Over the years since I first heard about the Mercy Ships, I have visited their website, went to their booth at mission's conferences and talked to nurses who have also served on board one of the ships. Each time I became more interested, but the one thing that held me back was that I didn't want to be that far away for that long from my grandfather. Most of you know that I grew up with my grandparents and that my mother had been in a nursing home since the time I was 5. My grandmother died when I was 13, then my mother died when I was 20 and my grandfather died when I was 25. It was over a year after he died when I was checking out the web-site again and decided to take the next step and check Mercy Ships out further at an orientation week at their International Operations Center in Garden Valley, Texas.

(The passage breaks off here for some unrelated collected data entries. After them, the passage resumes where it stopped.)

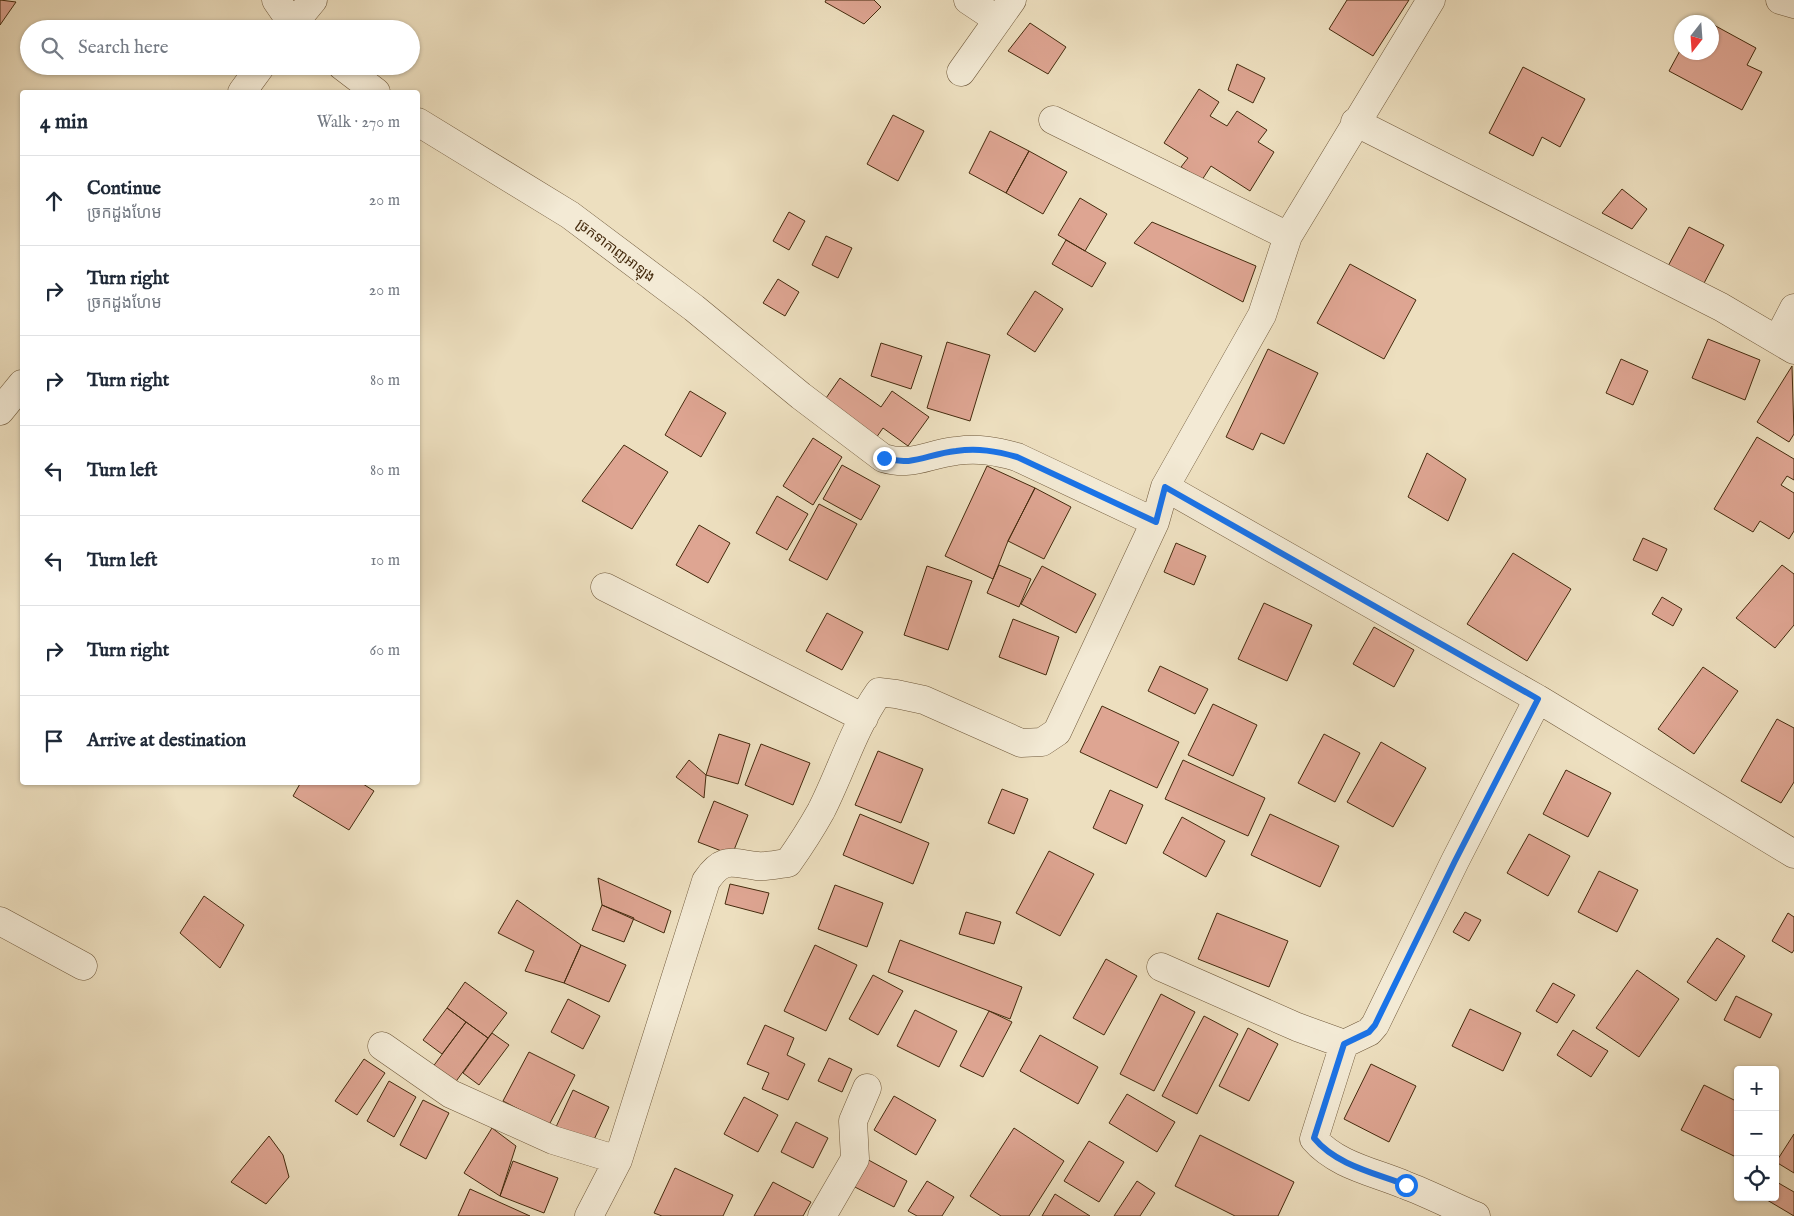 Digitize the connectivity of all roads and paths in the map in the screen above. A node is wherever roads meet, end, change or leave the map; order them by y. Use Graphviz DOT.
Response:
graph roads {
  1 [pos="276,0"];
  2 [pos="312,0"];
  3 [pos="968,0"];
  4 [pos="1431,0"];
  5 [pos="1780,0"];
  6 [pos="1794,4"];
  7 [pos="1005,10"];
  8 [pos="288,20"];
  9 [pos="297,20"];
  10 [pos="961,72"];
  11 [pos="254,75"];
  12 [pos="354,75"];
  13 [pos="243,90"];
  14 [pos="373,90"];
  15 [pos="1053,120"];
  16 [pos="1355,122"];
  17 [pos="420,123"];
  18 [pos="1288,236"];
  19 [pos="1794,308"];
  20 [pos="1786,345"];
  21 [pos="20,386"];
  22 [pos="0,411"];
  23 [pos="1165,487"];
  24 [pos="1156,522"];
  25 [pos="606,587"];
  26 [pos="1538,699"];
  27 [pos="864,718"];
  28 [pos="1794,854"];
  29 [pos="0,921"];
  30 [pos="83,966"];
  31 [pos="1161,967"];
  32 [pos="1344,1044"];
  33 [pos="382,1046"];
  34 [pos="867,1088"];
  35 [pos="618,1160"];
  36 [pos="589,1216"];
  37 [pos="822,1216"];
  38 [pos="1476,1216"];
  1 -- 8 [label="street"];
  2 -- 9 [label="street"];
  3 -- 7 [label="street"];
  4 -- 16 [label="street"];
  5 -- 6 [label="street"];
  7 -- 10 [label="street"];
  11 -- 13 [label="street"];
  12 -- 14 [label="street"];
  15 -- 18 [label="street"];
  16 -- 18 [label="street"];
  16 -- 20 [label="street"];
  17 -- 24 [label="street, ច្រកទាកាញអាឡុង"];
  18 -- 23 [label="street"];
  19 -- 20 [label="street"];
  21 -- 22 [label="street"];
  23 -- 24 [label="street"];
  23 -- 26 [label="street"];
  24 -- 27 [label="street"];
  25 -- 27 [label="street"];
  26 -- 28 [label="street"];
  26 -- 32 [label="street"];
  27 -- 35 [label="street"];
  29 -- 30 [label="street"];
  31 -- 32 [label="street"];
  32 -- 38 [label="street"];
  33 -- 35 [label="street"];
  34 -- 37 [label="street"];
  35 -- 36 [label="street"];
}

Truthfully, it has been a struggle for me since this point when I decided to pursue the dream of going on "the ship." Satan has wielded all he can to keep me from going. It started with the application process. It seemed like as much as I wanted to go, I met just as much resistance. I'm not talking about outside resistance, but an internal struggle with what I believe and why I believe it. I ended up missing the first orientation because of this struggle with the lies Satan was throwing at me. With much encouragement from friends and with God's help, I turned in the first part of the application and went to Texas. This week fell on my 27th birthday and my gift was confirmation that this dream could become a reality.

I struggled again with the lies during the second part of the application and finally turned it in 3 months later. I heard back from Mercy Ships 2 months later and they accepted me to serve in Liberia from mid March to Mid June 2008. The problem was that this was already mid-January and I would have only had 3 weeks to raise the funds I would need to go. I wrestled with the decision and even had been granted a leave of absence from work for the 3 months I would be gone. After about two weeks, I decided not to go.

In August Mercy Ships offered me another position for 3 months in Benin. I wrestled again with this decision and the thoughts that I wasn't good enough or a strong enough Christian or that I wouldn't be able to raise the support. After talking and seeking counsel from friends and seasoned Christians I accepted this position and in December began the task of raising support.
Surprisingly, once I sent the letters out the support came in quickly. I can't thank all of you enough for being to generous. Because of you, I am about to experience this long awaited dream become a reality. Thanks also be to God, who has carried me through my doubts and fears and has blessed me with more than what I need for the journey.